> **WORK INSTRUCTIONS**: Provide the number of lines of the records that include "rotate", with no other content.

GIVEN INFORMATION START

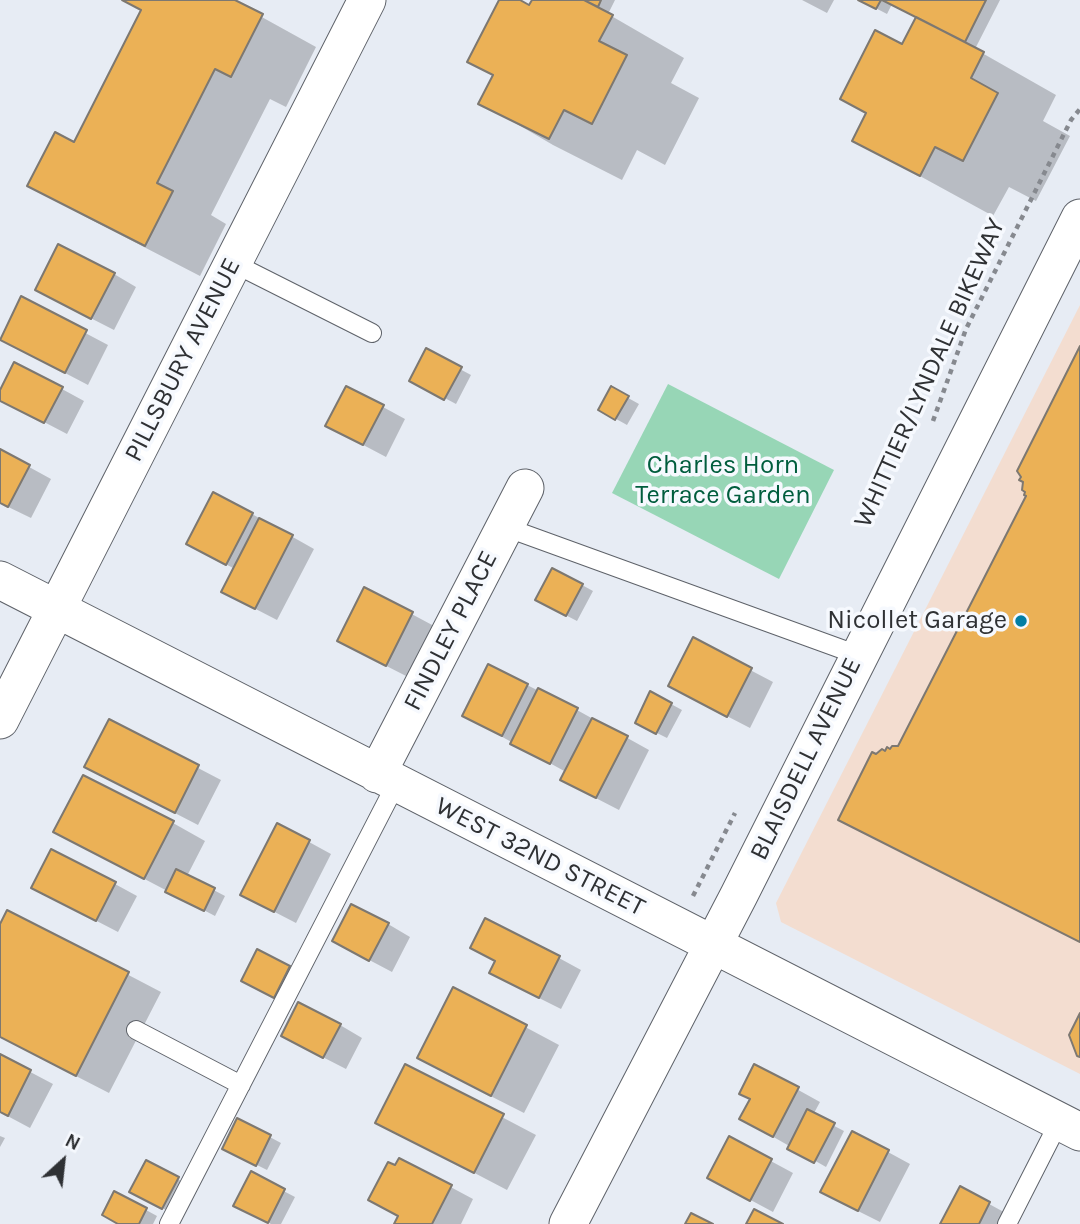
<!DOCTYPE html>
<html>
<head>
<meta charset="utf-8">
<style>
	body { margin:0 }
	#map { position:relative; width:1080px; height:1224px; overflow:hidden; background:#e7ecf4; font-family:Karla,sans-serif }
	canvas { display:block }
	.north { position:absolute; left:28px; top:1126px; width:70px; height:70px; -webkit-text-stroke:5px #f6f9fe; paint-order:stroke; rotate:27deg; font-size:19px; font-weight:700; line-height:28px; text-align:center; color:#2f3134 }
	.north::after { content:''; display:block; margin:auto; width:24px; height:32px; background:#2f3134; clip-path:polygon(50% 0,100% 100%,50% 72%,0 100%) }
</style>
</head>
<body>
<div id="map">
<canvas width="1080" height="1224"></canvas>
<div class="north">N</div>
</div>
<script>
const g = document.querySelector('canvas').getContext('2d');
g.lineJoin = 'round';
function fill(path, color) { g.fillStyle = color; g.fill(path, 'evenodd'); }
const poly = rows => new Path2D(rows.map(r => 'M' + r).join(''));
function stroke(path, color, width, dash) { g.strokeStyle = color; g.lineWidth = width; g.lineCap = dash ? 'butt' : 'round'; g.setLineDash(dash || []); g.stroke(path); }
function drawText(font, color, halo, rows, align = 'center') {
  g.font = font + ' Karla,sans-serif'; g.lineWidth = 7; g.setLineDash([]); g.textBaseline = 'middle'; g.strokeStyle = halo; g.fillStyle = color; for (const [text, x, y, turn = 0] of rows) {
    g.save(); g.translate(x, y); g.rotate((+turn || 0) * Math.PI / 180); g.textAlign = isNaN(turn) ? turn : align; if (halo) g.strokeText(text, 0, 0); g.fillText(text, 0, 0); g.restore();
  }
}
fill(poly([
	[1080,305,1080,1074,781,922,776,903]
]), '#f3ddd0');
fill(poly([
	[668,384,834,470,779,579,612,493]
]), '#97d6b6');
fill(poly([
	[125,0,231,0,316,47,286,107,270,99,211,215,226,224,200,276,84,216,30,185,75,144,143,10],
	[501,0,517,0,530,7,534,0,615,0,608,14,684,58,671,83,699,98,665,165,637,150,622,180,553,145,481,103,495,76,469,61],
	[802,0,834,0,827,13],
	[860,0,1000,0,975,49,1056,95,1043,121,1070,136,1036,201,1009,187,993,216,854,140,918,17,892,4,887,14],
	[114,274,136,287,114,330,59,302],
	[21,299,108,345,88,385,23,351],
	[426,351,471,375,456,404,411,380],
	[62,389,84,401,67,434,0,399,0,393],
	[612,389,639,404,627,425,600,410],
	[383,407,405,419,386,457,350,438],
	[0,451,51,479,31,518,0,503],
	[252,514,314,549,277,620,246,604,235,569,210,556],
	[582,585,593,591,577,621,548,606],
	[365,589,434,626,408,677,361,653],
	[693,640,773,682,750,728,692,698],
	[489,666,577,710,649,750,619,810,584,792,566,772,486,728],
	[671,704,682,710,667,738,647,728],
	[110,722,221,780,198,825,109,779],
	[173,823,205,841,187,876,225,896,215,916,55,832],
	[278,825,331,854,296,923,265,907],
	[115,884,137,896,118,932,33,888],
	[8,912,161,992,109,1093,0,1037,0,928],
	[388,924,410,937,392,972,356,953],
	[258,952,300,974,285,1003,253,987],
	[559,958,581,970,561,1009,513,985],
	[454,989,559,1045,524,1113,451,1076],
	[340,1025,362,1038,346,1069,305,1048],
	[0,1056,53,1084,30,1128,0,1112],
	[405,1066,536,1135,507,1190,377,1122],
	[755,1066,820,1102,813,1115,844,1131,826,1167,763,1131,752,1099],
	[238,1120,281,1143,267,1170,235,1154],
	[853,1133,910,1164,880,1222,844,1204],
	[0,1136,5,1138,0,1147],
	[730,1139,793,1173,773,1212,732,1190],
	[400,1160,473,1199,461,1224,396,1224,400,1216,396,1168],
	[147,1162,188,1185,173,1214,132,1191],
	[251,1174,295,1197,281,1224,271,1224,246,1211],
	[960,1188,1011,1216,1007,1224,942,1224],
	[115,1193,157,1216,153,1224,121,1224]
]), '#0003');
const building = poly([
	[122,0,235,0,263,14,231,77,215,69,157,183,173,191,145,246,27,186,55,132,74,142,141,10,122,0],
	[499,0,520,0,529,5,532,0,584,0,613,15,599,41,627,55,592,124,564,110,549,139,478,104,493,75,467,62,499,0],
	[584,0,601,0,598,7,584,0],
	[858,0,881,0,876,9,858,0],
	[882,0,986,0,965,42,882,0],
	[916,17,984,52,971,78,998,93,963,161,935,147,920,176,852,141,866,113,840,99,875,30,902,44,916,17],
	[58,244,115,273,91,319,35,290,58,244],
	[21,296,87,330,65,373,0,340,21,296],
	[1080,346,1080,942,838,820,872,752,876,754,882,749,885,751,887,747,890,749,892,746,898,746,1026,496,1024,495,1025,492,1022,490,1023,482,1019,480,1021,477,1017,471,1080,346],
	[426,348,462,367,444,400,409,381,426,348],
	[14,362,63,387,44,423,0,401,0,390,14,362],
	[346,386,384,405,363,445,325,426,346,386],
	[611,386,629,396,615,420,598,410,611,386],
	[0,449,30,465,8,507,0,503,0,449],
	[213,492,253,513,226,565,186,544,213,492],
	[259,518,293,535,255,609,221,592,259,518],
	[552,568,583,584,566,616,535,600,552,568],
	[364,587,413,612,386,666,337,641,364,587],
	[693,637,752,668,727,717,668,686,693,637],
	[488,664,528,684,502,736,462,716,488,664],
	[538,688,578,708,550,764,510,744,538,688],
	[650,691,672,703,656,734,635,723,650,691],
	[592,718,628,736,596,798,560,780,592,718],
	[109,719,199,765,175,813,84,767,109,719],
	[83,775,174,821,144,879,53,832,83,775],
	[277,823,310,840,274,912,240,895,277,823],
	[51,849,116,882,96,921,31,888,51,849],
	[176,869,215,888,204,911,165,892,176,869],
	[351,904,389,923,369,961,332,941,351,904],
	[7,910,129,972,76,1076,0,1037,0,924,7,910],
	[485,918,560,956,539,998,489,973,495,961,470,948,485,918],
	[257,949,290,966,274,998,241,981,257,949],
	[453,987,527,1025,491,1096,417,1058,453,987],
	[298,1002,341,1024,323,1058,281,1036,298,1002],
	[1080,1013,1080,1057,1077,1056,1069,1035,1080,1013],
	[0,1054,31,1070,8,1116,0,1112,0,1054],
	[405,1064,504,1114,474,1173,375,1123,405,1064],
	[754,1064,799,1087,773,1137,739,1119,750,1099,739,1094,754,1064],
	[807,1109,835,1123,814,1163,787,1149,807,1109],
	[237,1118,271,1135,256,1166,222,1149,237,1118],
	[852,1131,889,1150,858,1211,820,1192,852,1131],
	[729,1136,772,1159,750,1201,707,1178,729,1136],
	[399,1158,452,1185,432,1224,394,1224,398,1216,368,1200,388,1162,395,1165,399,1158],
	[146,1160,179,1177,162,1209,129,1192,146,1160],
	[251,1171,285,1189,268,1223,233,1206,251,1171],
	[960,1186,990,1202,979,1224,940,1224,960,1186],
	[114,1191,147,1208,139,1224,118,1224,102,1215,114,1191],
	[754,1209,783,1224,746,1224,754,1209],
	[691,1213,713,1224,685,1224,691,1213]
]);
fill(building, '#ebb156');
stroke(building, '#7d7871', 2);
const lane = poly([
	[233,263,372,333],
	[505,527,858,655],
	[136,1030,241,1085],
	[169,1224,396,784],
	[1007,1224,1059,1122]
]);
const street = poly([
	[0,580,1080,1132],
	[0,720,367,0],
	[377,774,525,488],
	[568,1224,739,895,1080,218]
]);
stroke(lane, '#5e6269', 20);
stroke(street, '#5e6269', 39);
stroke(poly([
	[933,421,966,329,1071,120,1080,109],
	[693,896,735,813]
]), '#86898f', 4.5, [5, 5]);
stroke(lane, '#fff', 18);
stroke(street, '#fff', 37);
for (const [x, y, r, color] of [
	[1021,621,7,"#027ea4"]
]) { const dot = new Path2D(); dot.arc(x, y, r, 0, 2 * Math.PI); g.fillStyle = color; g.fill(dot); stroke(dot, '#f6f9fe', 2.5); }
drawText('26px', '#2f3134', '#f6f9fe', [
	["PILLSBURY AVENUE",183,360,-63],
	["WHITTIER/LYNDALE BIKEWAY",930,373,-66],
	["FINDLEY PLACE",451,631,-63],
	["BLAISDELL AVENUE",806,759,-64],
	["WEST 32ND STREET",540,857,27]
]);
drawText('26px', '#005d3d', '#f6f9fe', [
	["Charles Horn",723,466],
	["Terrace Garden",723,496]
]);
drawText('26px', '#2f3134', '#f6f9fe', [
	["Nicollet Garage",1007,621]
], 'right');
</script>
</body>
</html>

GIVEN INFORMATION END

> **SOLUTION**: 2